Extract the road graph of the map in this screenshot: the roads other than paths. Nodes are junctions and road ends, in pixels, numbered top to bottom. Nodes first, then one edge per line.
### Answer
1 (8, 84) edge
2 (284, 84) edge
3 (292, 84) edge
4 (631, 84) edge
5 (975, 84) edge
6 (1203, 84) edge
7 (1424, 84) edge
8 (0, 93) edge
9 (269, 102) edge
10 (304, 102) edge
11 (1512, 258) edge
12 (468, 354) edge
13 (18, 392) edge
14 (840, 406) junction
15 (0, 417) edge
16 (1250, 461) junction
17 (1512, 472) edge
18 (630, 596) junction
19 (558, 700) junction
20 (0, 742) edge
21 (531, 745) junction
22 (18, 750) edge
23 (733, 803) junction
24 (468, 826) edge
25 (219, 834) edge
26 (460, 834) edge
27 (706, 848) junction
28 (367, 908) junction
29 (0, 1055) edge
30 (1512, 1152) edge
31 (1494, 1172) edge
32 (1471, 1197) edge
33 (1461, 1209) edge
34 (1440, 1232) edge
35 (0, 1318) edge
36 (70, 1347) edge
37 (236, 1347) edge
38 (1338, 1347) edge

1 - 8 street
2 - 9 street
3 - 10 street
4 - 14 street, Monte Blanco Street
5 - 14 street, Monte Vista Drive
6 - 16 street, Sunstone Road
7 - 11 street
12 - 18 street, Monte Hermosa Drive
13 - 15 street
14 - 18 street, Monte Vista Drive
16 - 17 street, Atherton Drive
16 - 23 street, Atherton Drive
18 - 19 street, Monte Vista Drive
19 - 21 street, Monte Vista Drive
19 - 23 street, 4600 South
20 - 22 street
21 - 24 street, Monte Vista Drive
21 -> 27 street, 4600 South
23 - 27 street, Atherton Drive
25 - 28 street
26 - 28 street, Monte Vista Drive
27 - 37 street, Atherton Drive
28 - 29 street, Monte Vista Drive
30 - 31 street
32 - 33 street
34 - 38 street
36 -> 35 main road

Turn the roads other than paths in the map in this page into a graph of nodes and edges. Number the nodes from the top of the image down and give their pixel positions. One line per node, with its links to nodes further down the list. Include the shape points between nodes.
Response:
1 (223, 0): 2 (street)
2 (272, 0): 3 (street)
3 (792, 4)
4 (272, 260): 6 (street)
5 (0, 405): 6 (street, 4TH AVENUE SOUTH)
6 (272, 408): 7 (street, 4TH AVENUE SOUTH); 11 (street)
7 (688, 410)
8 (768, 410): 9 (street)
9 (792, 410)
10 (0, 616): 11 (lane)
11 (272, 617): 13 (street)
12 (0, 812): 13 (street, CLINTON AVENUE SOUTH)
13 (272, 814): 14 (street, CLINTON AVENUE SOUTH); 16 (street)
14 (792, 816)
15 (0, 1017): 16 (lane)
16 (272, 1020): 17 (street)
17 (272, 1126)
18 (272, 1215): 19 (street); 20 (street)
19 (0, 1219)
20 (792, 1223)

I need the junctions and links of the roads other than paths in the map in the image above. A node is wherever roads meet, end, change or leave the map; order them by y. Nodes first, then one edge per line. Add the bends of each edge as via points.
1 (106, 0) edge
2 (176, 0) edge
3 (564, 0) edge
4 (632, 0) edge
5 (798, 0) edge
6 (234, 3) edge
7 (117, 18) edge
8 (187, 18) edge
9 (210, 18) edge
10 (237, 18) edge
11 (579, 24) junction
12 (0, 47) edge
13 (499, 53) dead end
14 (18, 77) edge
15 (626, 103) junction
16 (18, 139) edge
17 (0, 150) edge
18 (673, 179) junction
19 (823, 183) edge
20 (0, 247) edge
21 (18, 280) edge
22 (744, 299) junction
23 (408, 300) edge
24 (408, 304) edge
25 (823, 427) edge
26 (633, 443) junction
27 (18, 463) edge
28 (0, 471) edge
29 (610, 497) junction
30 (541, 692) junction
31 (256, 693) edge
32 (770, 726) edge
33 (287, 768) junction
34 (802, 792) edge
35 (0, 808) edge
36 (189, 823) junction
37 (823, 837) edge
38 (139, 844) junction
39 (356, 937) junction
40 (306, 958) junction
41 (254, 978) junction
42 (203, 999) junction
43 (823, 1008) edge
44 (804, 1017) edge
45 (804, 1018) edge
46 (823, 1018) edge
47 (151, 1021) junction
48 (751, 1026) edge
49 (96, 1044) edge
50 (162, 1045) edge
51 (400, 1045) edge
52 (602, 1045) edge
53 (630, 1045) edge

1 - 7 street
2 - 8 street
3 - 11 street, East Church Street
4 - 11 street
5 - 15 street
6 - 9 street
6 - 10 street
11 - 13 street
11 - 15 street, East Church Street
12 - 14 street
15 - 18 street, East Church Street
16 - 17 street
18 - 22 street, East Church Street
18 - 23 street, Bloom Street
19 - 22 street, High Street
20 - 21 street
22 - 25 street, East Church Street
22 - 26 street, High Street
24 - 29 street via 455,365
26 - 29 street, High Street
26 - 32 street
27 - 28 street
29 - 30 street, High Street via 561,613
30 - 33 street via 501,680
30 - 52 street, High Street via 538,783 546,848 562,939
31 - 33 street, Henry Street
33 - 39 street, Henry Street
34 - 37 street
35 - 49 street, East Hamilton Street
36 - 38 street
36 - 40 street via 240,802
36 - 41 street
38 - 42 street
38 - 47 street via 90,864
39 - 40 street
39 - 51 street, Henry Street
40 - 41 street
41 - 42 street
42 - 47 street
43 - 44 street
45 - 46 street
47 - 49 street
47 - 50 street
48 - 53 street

» **Exercise aim**
For each line of the material that includes the word "junctions", make a copy.

» **Problem solution**
Extract the road graph of the map in this screenshot: the roads other than paths. Nodes are junctions and road ends, in pixels, numbered top to bottom. Nodes first, then one edge per line.
I need the junctions and links of the roads other than paths in the map in the image above. A node is wherever roads meet, end, change or leave the map; order them by y. Nodes first, then one edge per line. Add the bends of each edge as via points.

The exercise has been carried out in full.